While Prokofiev was causing a musical revolution, the Russian Revolution was under way. His violin concerto was written when Lenin was preparing to strike. While the revolution was raging, Prokofiev retired to the country to write his 'Classical' Symphony, writing the last movement as the Winter Palace was being stormed. He considered himself useless to the revolution and decided to go to America, despite a friend warning him that he was running away from history and history would never forgive him.

In 1918 Prokofiev left for America, composing The Love of Three Oranges for the Chicago Opera House at the age of 26. He conducted his Buffoon ballet in London, then went to Paris to work for the impresario Diaghilev. But Stravinsky blocked Prokofiev's progress, and ousted his younger compatriot, with the support of the fickle Parisian public. Prokofiev's music became more and more arid and incomprehensible. He decided to return to Russia.

But the Russia he returned to was a new country, and he had little conception of Soviet life - so he welcomed the chance to write music for Soviet films, as it would automatically give him mass audiences. His music became more melodic, notably the great ballet Romeo and Juliet. His score for Alexander Nevsky lifted film music to the point where it was as important as any other element. In 1939, he reworked the music as a cantata, which became a vital musical symbol of Russian defiance through World War II. He was writing music to order, but it came from the heart - he was as patriotic a Russian as anyone else, and was decorated accordingly.

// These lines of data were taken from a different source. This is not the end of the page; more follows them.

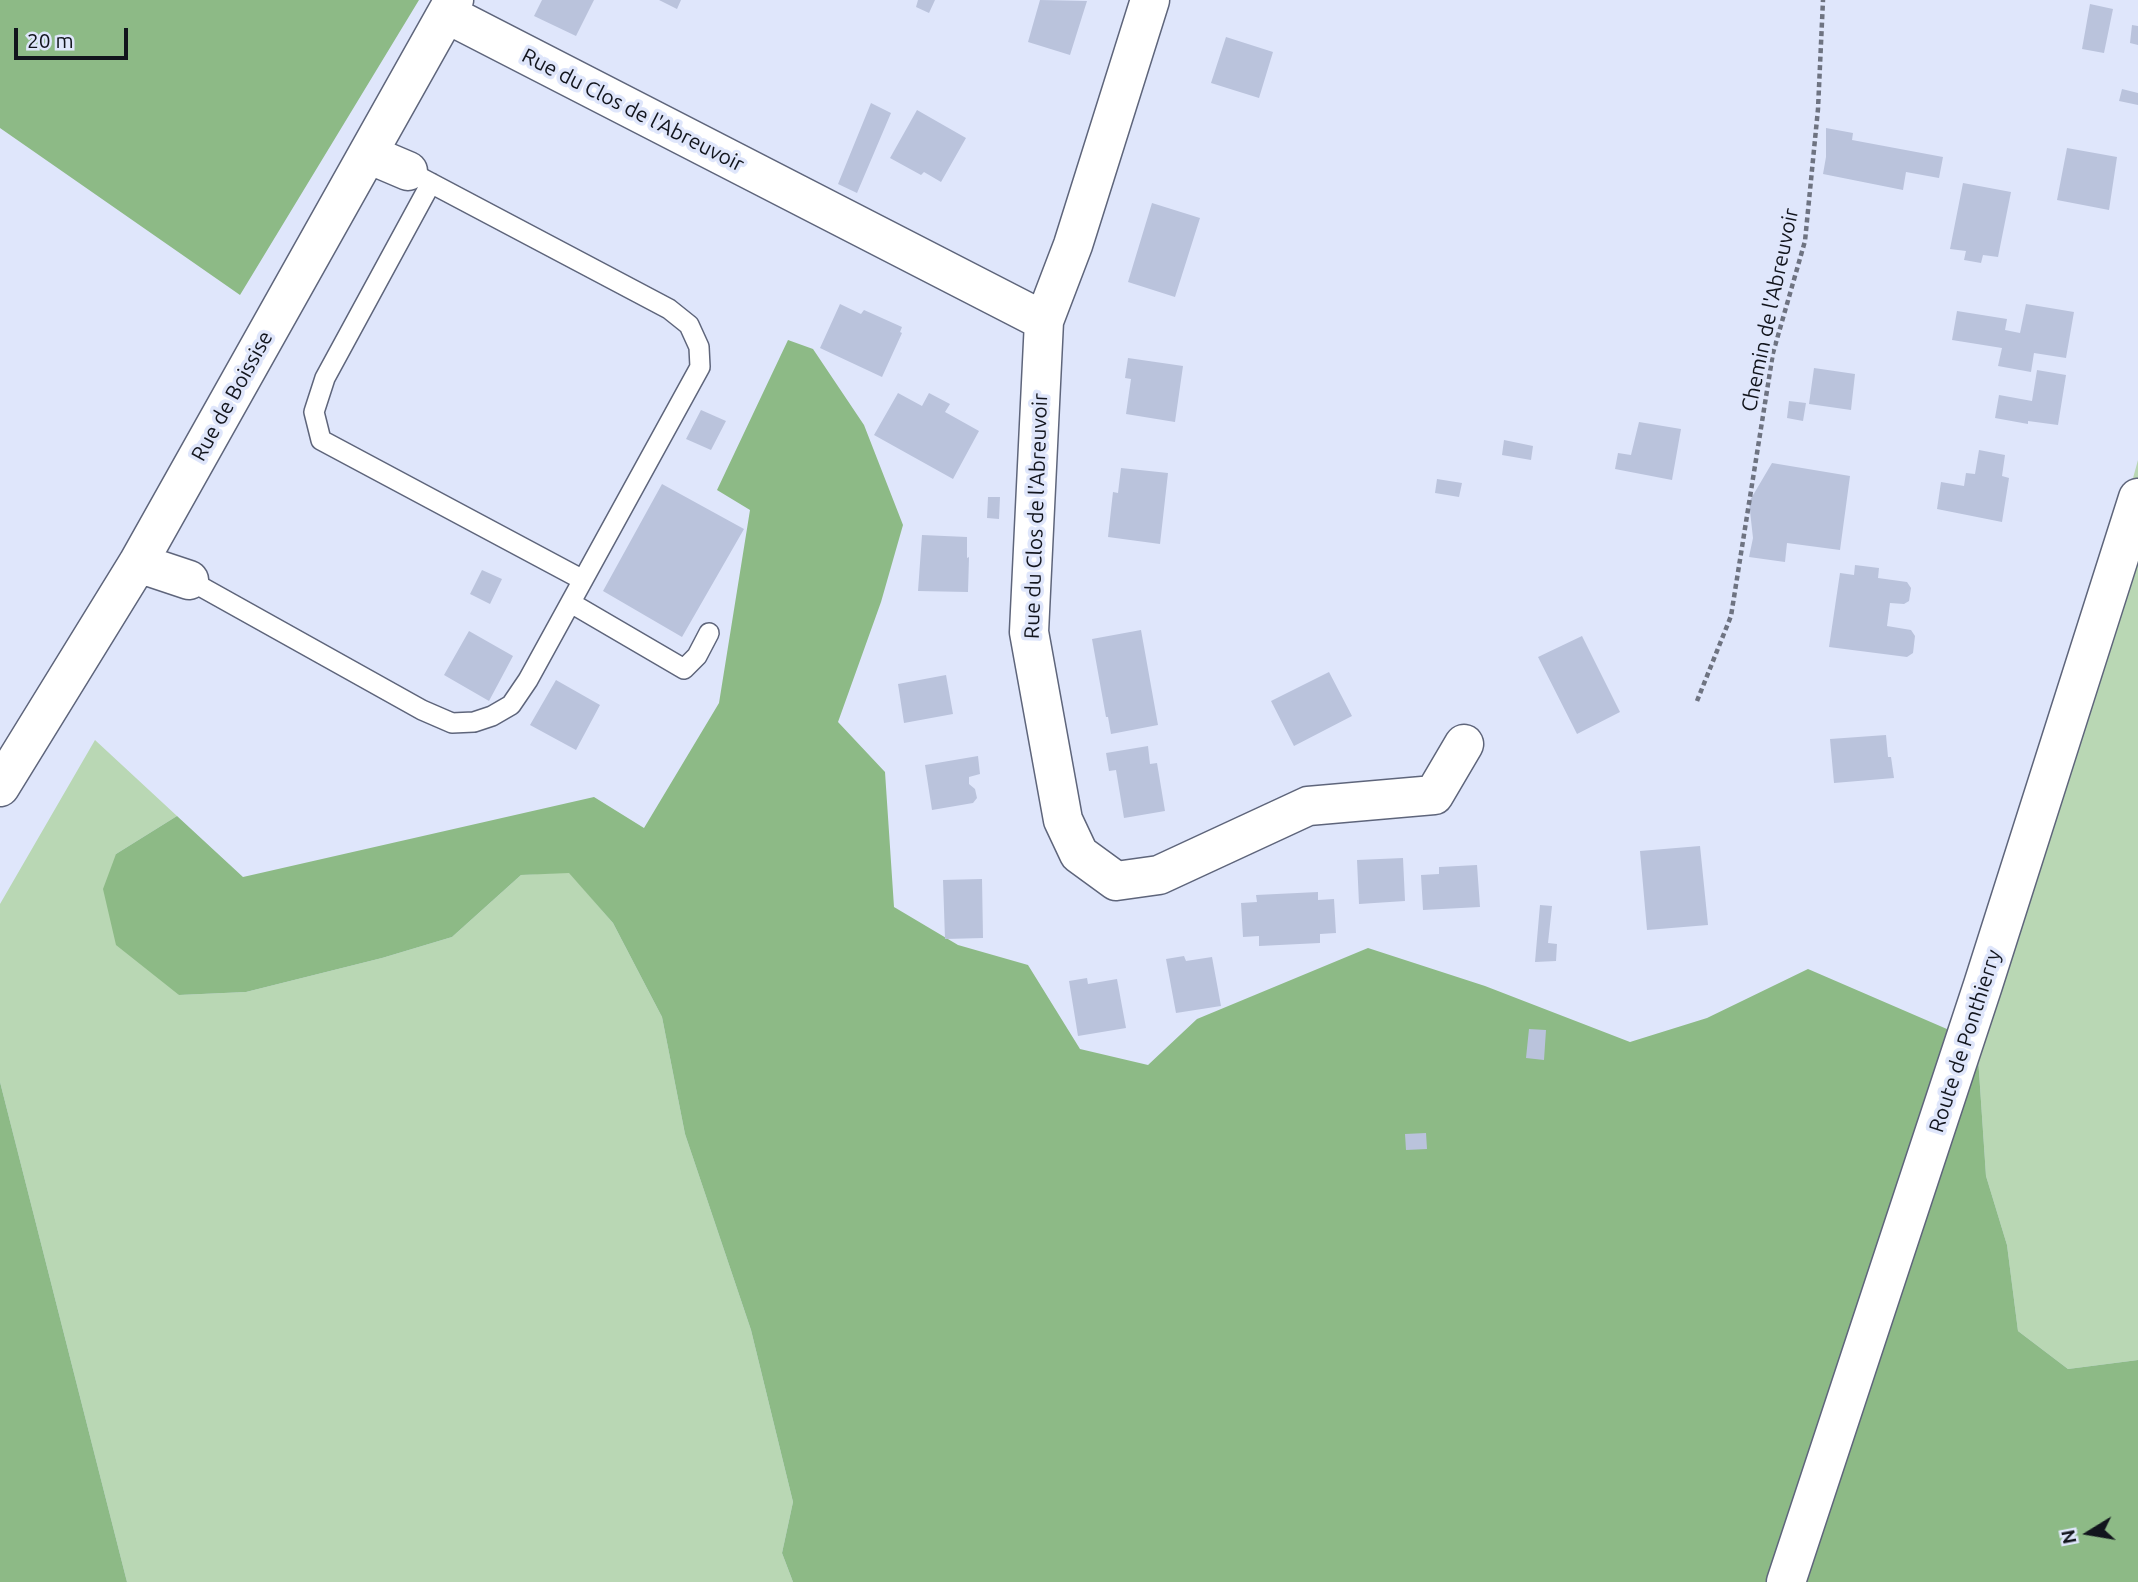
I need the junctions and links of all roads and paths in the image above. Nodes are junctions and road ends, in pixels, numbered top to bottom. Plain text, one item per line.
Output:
1 (1150, 0) edge
2 (1823, 0) edge
3 (451, 7) edge
4 (368, 154) junction
5 (419, 177) junction
6 (1044, 321) junction
7 (2138, 498) edge
8 (138, 563) junction
9 (189, 580) joint
10 (583, 580) junction
11 (571, 603) junction
12 (709, 633) dead end
13 (1697, 701) dead end
14 (1464, 744) dead end
15 (0, 787) edge
16 (1786, 1582) edge

1 - 6 street, Rue du Clos de l'Abreuvoir
2 - 13 path, Chemin de l'Abreuvoir
3 - 4 street, Rue de Boissise
3 - 6 street, Rue du Clos de l'Abreuvoir
4 - 5 street
4 - 8 street, Rue de Boissise
5 - 10 lane
5 - 10 lane
6 - 14 street, Rue du Clos de l'Abreuvoir
7 - 16 street, Route de Ponthierry
8 - 9 street
8 - 15 street, Rue de Boissise
9 - 11 lane
10 - 11 lane
11 - 12 lane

After the war, he turned his attention away from glory and conflict. But his Sixth Symphony was considered badly out of step with the mood of the country. It was banned, and in January 1948 cultural spokesman Zhdanov denounced leading composers, especially Prokofiev, whose atonal, dissonant music was too influenced by the West. Despite his defiance of Zhdanov's allegations, Prokofiev wrote an opera called The Story of a Real Man, based on the story of a fighter pilot. It was performed at the Bolshoi, and was dismissed as anti-melodious and modernist.

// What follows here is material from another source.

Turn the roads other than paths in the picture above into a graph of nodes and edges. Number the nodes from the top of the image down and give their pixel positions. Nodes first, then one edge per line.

Prokofiev was told he lacked understanding of Soviet heroism and Soviet humanity. He wrote many huge works commemorating events like the rebuilding of Moscow or the opening of the Volga-Don canal. They failed to satisfy the powers that be, or anyone else.

By this time, Prokofiev was a very sick man, living in the countryside outside Moscow. He decided to stop writing "official" music and return to writing from the heart, a final act of creative defiance that only enhanced his reputation after his death, when his music was played everywhere, including formerly banned works. Composing, he said, is like shooting at a moving target: only by aiming for tomorrow will you avoid being left behind at the level of yesterday's needs.

He died in March 1953, on the same day as Stalin - so his death at first passed unnoticed.